In the next several issues of Pencilstubs, I will try to continue my several articles on the history of Western Swing. Many, many, comments have been received directly by me and many more have appeared below the several articles I have written since the October Issue of 2000. There are still comments being made on the original article because it is referenced any time someone just looks for Western Swing by typing just those two words into a search engine. Well, let’s face It, I love the referrals, and now just thinking of that, I feel I should continue to add all the information I can find on an interesting subject, from all sources beside all the information I have accumulated over the years from clippings and the backs of old record covers.

So every month or so I will find and report on some interesting fact, history, or an individual who helped make this genre very special in the history of American Music.

Here is another article on a very interesting person who did so much for

Western Swing

Keep Posted to This Site!

Leocthasme

Milton Brown: Born in Stephensville , TX , in 1903. Died April 4. 1936 in Crystal Springs , TX.

Milton Brown and His Musical Brownies: 1932 – 1937 the Very First Western Swing Band.

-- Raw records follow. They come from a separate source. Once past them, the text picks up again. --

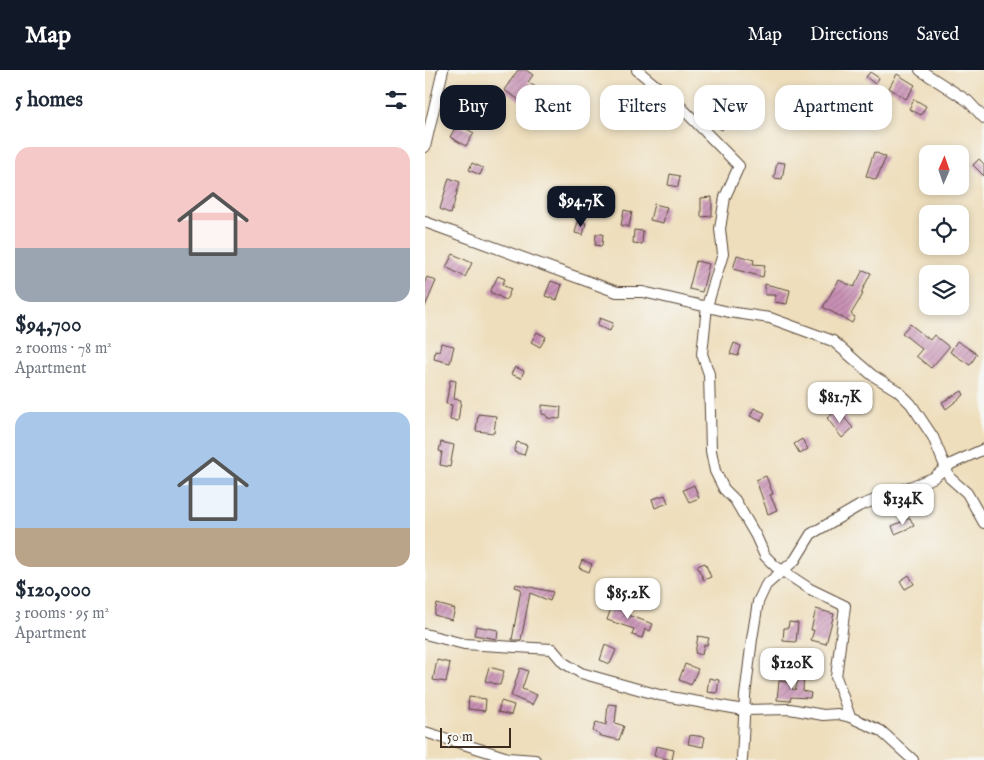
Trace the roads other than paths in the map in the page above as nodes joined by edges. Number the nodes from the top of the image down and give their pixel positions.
1 (443, 70) edge
2 (637, 70) edge
3 (920, 70) edge
4 (984, 118) edge
5 (425, 147) edge
6 (425, 222) edge
7 (707, 306) junction
8 (984, 449) edge
9 (946, 468) junction
10 (984, 523) edge
11 (782, 570) junction
12 (425, 634) edge
13 (744, 710) junction
14 (850, 716) junction
15 (425, 732) edge
16 (535, 760) edge
17 (742, 760) edge
18 (913, 760) edge

1 - 5 street
2 - 7 street
3 - 4 street
6 - 7 street
7 - 9 street
7 - 11 street
8 - 9 street
9 - 10 street
9 - 11 street
11 - 13 street
11 - 14 street
12 - 13 street
13 - 14 street
13 - 17 street
14 - 18 street
15 - 16 street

Milton Brown invented Western Swing. He and his Brownies enjoyed regional popularity in their day, but their legacy has not fared well. Milton Brown and His Musical Brownies played music that was ‘too jazzy’ to win a prominent place in country music; ‘too hillbilly’ to be taken seriously by jazz enthusiasts; too full of regional quirks to be accepted as mainstream pop. So where does that leave them? It left Milton Brown and His Brownies as the very first Western Swing Band.

Well, Milton Brown and His Musical Brownies actually were the very first Western Swing Band. Sure I reported on the Doughboys as starting in 1929, but that was because Bob Wills and Herman Arnspiger actually were the ‘first’ Doughboys. And, in 1930 Milton Brown became the vocalist for James R. (Bob) Wills' band, the Wills Fiddle Band. In 1931 Wills, Herman Arnspiger (a guitarist), and Brown began playing a radio show as the Light Crust Doughboys sponsored by the Burrus Mill and Elevator Company. When W. Lee O'Daniel, president of Burrus Mill, ordered the Doughboys to quit playing dances, Brown left the band.

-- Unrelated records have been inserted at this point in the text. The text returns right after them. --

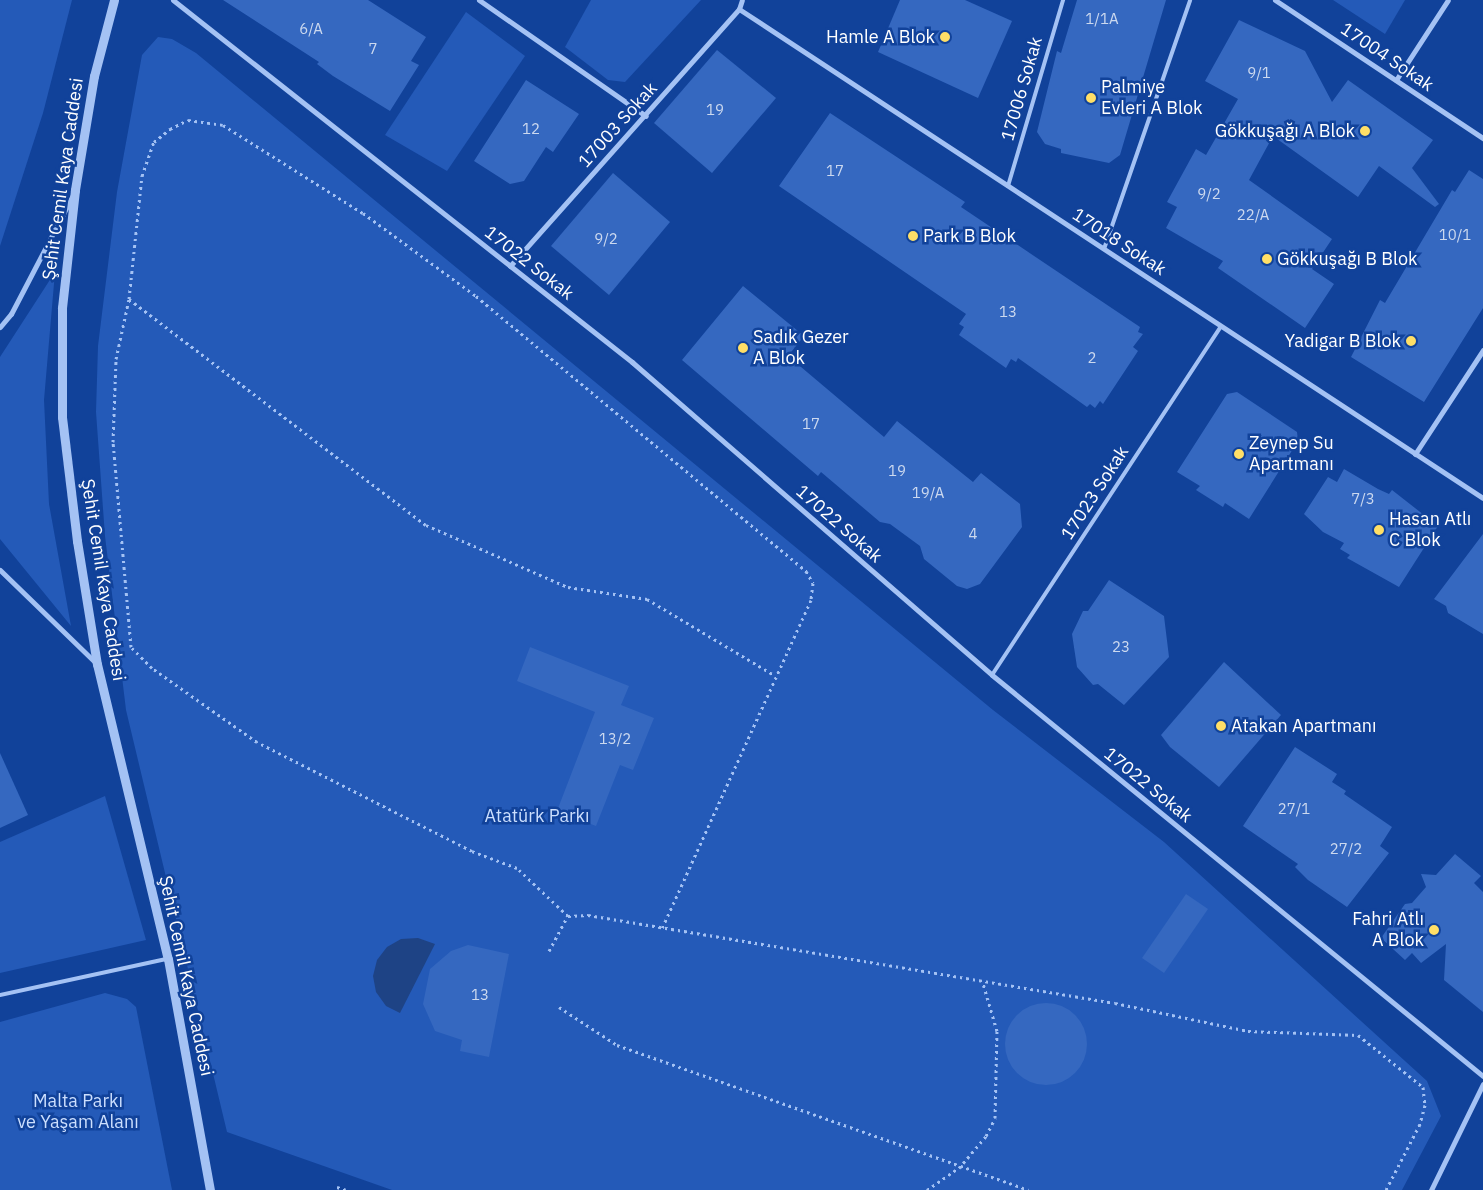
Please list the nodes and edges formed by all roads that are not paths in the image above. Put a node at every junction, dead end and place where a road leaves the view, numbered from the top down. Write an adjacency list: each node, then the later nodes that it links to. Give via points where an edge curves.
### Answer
1 (114, 0): 14 (street, Şehit Cemil Kaya Caddesi, via 94,76)
2 (173, 0): 16 (street, 17022 Sokak)
3 (479, 0): 11 (street)
4 (742, 0): 9 (street, 17003 Sokak)
5 (1063, 0): 13 (lane, 17006 Sokak)
6 (1190, 0): 15 (lane)
7 (1275, 0): 10 (street, 17004 Sokak)
8 (1448, 0): 10 (street)
9 (739, 9): 11 (street, 17003 Sokak); 13 (street, 17018 Sokak)
10 (1396, 80): 12 (street, 17004 Sokak)
11 (646, 116): 16 (street, 17003 Sokak)
12 (1483, 138)
13 (1008, 186): 15 (street, 17018 Sokak)
14 (75, 190): 18 (street, via 11,314); 23 (street, Şehit Cemil Kaya Caddesi, via 62,308 62,417)
15 (1104, 249): 17 (street, 17018 Sokak)
16 (510, 266): 24 (street, 17022 Sokak, via 632,362)
17 (1221, 326): 20 (street, 17018 Sokak); 24 (lane, 17023 Sokak)
18 (0, 327)
19 (1483, 350): 20 (street)
20 (1416, 454): 21 (street, 17018 Sokak)
21 (1483, 498)
22 (0, 570): 23 (street)
23 (97, 664): 25 (street, Şehit Cemil Kaya Caddesi)
24 (992, 675): 27 (street, 17022 Sokak)
25 (168, 959): 26 (lane); 29 (street, Şehit Cemil Kaya Caddesi)
26 (0, 995)
27 (1483, 1076)
28 (1483, 1084): 30 (street)
29 (210, 1190)
30 (1431, 1190)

So, in 1932 he organized Milton Brown and His Musical Brownies, perhaps the best of the early Fort Worth bands. According to Durwood Brown, who played guitar with the Doughboys when not in school, his older brother Milton was a cigar salesman with little musical experience when he joined the Wills Fiddle Band. But Milton was a born band leader who learned quickly under the tutelage of Wills and Arnspiger. He took Durwood from the Wills band to play rhythm guitar; he then added Jesse Ashlock on fiddle, Ocie Stockard on tenor banjo, and Wanna Coffman on bass. Shortly after he organized the band, Brown employed pianist Fred (Papa) Calhoun and fiddler Cecil Brower. Thus, really and truly, they became the very first Western Swing Band. The Doughboys remained a Burris Mills sponsored radio show for several years. Bob Wills started the first Playboys after almost a year later when he left the Doughboys and started playing dances in Waco , TX and getting some radio time, whenever ‘Pappy’ Lee O’Daniel was not trying to put him off the air. Bob Wills’ first band was called the ‘Playboys’ until he moved them to OK and then called them ’The Texas Playboys’.

Milton Brown and His Musical Brownies began broadcasting on KTAT, a Fort Worth radio station, and playing dances at the Crystal Springs dance hall in Fort Worth . The band was highly influential in the Fort Worth and Dallas area. Brown himself, one of the best vocalists western swing produced, influenced Wills' singers and consequently most western swing singers. Since the Brownies were always a fiddle band, the Bob Wills influence indelibly marked Brown's style. Jesse Ashlock, Brown's first fiddler, learned fiddling from Wills and had often gone to Wills’ dances, where he would sit "right behind Bob and play real low and learn the tunes he played." In other ways Milton Brown took the Wills style beyond the level to which Wills had brought it. In 1934 he added Bob Dunn, the first, and in many ways the best, steel guitarist in western swing. In the formative years of the music, Dunn strongly influenced men like Leon McAuliffe and other steel guitarists. Brown was also the first to use a piano in western swing.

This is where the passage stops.